The 100:1 engines were basically forced upon engineering as a marketing ploy to gain market share. The 100:1 mixture was rolled back to a 50:1 mixture do to corrosion issues that started surfacing during off-season storage. Dealer bulletins were sent out to pull the 100:1 stickers off engines and notify customers to change to a 50:1 mixture. 
As I said in an earlier post there were no changes to the exhaust housing to allow for a better exhaust flow. Changes were made to go to a different trim system and lower pan system. 
You would do well to quit putting your guesses down in writing as fact should someone take your word for it and make changes to their engine based on a guess rather than fact.


----------



## earl60446 (Sep 3, 2018)

I doubt you will get 41 mph.
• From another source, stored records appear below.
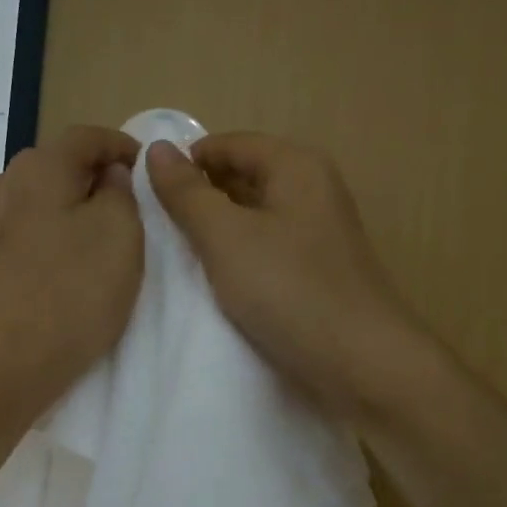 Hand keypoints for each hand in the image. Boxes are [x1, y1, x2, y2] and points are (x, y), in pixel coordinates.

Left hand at [0, 126, 143, 411]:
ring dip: (70, 209)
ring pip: (40, 200)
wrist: (5, 361)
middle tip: (130, 206)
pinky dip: (50, 236)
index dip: (121, 145)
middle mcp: (3, 183)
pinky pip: (26, 231)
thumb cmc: (73, 291)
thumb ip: (120, 191)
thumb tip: (107, 176)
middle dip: (95, 179)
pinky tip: (65, 264)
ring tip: (99, 238)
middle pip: (58, 166)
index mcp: (39, 166)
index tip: (147, 166)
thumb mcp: (121, 232)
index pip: (87, 136)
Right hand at [146, 133, 424, 419]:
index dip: (187, 162)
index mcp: (296, 166)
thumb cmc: (289, 290)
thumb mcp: (226, 237)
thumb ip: (188, 194)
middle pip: (244, 175)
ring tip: (178, 253)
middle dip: (200, 195)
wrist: (360, 363)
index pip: (229, 144)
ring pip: (254, 215)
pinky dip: (238, 254)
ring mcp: (318, 232)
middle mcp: (312, 189)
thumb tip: (158, 150)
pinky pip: (267, 246)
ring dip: (217, 228)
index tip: (145, 194)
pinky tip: (216, 278)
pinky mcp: (317, 269)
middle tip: (156, 227) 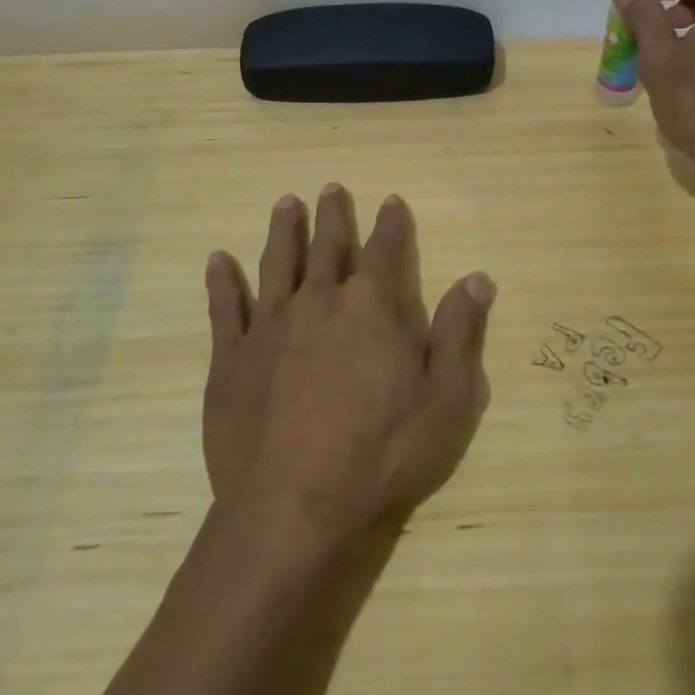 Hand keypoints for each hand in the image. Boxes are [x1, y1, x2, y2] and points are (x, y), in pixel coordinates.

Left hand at [201, 185, 494, 544]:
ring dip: (284, 231)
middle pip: (328, 247)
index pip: (384, 250)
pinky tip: (217, 260)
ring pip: (277, 264)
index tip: (391, 200)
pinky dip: (221, 281)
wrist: (294, 507)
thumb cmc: (382, 455)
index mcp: (371, 307)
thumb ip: (459, 332)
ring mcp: (270, 327)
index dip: (391, 223)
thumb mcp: (445, 398)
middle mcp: (319, 302)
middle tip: (330, 187)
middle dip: (333, 216)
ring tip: (286, 203)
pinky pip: (225, 308)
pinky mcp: (232, 359)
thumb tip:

I have the same motor, 48 spl johnson and 560 lb boat, so very similar to yours and my top speed is 31 mph.
JFYI Tim


----------



## tinskin (Sep 3, 2018)

If I ever touched 35 I would be tickled. I do have a real nice 70 that I thought about swapping before I replaced the carbs , I thought maybe it would hit mid 40's then. Overall I am happy with the way the boat runs now, I haven't tried but I think it would pull up a skier as is, and planes almost instantly. Being able to achieve top speed at lower rpm might be a good thing at the gas pump too. How long it lives?, time will tell. I did pick up a flapper wheel today, I will clean the edges up and see if it makes a difference.


----------



## Stumpalump (Sep 3, 2018)

Drop your motor mounting height to keep the trim height and loose the cavitation rpm. My 48 SPL runs out like yours does then I put a 19p OMC stainless on it. All the mods and numbers are in this thread.
https://www.tinboats.net/forum/viewtopic.php?f=3&t=43165&hilit=Bayrunner&start=0


----------



## tinskin (Sep 3, 2018)

Thanks for sharing that, good to know there is a steeper prop out there. My motor has brackets and OMC accessories trim switch, and wiring, I was told this used an electric actuator, I have not been able to find any further info on it though.


----------



## BillPlayfoot (Oct 15, 2018)

The prop on my 1989 48SPL is a 12 X 17 and according to my GPS does 30.3 mph on my 18 foot AceCraft. I'm happy with that.


----------